Francis Kayiwa wrote:

IMHO good open source software is driven by people with an itch to fix. The community develops and can be cultivated around this itch rather than "world domination". The project _MUST_ well documented [0] ideally actively maintained. The support of this software will mostly be taken care of with good documentation.


If your organization has local development capacity, and is willing to use it to meet a need, and is confident they will have the capacity to maintain the software as long as it's needed (which may be short or long-term) -- that's great. (Or if you personally have development capacity, and your organization is hands-off enough to let you get away with it. :) ).

And we defintiely do need more library organizations with development capacity that choose to use it on open source start-ups. That is indeed how succesful projects start. (And in a related but different topic, I think succesful software is seldom designed by committee).

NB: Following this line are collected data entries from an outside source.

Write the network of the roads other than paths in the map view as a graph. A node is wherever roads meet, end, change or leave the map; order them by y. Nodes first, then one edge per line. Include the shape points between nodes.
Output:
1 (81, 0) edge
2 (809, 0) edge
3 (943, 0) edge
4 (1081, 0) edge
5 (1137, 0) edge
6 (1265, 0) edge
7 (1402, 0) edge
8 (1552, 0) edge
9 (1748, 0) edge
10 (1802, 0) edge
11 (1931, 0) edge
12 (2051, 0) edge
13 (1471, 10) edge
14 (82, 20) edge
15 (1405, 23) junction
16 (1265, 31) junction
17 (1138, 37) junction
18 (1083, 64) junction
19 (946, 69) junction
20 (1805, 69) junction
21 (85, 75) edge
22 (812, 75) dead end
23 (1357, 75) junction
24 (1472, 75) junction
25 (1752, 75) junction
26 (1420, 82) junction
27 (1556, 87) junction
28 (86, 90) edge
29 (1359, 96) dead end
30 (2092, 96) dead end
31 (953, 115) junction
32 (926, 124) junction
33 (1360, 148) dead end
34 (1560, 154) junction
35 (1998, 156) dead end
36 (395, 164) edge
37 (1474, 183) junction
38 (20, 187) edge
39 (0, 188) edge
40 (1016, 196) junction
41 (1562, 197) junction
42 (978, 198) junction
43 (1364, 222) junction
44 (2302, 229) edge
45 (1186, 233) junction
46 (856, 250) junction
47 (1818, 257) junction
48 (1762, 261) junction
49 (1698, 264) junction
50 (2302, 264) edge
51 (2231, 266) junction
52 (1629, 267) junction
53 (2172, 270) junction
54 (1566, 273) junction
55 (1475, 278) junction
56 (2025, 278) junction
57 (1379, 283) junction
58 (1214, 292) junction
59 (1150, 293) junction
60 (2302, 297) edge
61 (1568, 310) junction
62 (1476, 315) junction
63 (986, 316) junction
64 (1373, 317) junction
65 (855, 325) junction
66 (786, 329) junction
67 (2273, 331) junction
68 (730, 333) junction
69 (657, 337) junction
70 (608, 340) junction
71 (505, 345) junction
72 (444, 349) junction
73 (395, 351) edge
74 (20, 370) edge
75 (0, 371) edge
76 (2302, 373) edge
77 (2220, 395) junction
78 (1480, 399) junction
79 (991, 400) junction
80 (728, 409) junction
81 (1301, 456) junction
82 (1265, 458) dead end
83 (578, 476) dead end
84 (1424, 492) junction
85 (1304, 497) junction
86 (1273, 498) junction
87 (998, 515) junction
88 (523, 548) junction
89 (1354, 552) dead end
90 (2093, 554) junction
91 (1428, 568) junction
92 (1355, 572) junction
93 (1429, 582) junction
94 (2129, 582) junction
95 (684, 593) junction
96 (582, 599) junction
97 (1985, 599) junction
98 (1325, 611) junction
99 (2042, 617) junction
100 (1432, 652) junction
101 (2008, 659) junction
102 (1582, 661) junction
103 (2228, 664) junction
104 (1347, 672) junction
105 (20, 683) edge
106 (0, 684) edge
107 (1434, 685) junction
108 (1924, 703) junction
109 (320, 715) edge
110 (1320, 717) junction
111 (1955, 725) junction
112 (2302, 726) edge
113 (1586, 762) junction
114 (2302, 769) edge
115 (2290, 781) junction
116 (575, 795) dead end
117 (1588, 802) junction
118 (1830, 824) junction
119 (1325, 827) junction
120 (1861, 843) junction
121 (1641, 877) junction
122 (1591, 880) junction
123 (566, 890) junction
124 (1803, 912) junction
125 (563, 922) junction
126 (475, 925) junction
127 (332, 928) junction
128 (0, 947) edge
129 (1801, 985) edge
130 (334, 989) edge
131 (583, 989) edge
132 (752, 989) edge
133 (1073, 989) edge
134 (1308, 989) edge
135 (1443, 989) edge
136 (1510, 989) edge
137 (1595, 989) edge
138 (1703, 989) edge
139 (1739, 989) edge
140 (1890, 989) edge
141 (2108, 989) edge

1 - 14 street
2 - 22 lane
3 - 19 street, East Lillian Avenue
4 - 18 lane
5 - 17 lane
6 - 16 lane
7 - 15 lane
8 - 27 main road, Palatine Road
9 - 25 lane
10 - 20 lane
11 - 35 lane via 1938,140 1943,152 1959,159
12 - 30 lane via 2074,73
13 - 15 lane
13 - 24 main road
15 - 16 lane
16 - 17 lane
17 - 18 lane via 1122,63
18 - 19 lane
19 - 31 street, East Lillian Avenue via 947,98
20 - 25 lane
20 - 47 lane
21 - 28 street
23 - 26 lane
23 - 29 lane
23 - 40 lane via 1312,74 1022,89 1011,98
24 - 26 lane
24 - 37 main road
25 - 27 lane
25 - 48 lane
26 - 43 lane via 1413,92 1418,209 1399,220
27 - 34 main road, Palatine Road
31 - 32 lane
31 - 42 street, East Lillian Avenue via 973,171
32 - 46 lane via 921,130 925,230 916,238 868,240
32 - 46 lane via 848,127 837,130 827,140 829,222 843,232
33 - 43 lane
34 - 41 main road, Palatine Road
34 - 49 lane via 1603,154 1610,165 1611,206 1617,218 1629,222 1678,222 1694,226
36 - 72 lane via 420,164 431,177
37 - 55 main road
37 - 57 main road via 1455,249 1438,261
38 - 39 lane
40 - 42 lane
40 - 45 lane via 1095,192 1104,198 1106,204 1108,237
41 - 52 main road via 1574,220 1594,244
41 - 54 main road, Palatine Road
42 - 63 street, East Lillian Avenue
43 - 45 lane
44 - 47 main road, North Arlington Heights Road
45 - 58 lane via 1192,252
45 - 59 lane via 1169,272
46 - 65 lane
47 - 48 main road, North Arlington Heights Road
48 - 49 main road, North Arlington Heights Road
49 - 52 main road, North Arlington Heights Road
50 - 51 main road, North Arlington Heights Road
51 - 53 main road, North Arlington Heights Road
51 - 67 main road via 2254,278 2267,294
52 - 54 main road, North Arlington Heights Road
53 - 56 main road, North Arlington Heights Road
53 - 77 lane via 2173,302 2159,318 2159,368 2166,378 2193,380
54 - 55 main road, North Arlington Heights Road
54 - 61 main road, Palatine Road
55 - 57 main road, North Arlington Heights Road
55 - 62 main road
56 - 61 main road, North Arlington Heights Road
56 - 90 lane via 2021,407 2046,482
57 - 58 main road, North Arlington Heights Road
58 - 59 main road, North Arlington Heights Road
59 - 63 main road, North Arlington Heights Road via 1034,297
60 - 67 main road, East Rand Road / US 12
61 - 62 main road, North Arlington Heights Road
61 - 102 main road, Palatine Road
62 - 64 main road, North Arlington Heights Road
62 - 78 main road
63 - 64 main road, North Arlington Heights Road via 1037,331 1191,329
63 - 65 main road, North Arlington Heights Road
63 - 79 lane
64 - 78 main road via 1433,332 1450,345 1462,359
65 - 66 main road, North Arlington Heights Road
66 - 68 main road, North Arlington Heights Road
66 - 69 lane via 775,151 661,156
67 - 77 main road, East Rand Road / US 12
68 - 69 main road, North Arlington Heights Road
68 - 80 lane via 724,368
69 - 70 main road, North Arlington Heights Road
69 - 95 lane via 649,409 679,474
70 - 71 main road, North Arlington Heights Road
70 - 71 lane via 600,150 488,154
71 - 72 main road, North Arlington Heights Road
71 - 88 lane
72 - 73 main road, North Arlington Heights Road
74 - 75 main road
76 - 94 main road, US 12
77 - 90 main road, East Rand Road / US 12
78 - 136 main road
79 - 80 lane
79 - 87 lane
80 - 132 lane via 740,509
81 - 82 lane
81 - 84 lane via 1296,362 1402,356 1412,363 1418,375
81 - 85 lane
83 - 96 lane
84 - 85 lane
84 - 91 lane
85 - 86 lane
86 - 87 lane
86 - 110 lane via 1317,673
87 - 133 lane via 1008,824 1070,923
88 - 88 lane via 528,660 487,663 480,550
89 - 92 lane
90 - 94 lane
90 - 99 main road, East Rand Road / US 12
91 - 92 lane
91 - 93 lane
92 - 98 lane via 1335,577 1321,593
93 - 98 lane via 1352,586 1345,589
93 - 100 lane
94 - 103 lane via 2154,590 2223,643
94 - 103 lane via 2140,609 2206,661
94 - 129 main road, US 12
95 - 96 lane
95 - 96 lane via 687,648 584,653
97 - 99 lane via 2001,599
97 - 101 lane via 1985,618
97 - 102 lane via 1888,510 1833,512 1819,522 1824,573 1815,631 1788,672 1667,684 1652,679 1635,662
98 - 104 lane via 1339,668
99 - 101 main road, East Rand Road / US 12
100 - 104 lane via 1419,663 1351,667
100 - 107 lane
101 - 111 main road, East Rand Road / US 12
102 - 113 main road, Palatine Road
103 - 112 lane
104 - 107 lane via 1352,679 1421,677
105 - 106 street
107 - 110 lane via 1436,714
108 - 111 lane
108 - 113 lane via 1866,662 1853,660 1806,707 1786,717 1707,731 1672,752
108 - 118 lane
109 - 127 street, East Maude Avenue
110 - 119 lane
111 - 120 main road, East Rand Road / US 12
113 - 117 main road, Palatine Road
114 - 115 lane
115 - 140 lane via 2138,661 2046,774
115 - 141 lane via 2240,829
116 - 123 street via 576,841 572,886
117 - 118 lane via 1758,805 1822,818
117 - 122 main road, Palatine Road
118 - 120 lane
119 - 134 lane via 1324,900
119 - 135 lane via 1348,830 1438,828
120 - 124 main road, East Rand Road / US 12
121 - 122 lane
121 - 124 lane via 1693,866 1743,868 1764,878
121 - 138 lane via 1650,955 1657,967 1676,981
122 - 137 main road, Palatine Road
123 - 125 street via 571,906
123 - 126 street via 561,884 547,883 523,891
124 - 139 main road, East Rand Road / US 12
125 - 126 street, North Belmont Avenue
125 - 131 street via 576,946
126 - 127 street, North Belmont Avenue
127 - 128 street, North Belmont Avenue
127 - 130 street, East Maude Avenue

But if you're an IT staff of one who isn't a programmer, it may or may not make sense to adopt an immature project. That's up to such a person to decide -- and if they aren't taking into account the balance of software maturity and local development capacity, I think they're making a mistake. If such a person does so without realizing the factors and risks involved, then if things don't go well (as I think they often will not), odds are someone will end up blaming 'open source'. This does not do the 'open source' cause any good. Maturity of a product and it's community is ONE of several factors to be considered in evaluating an open source project, and should be balanced against the potential benefit of the product, with local capacities factored in. It's just one of several factors, but it's an important one, and I think it's really a disservice to try to convince people it's not.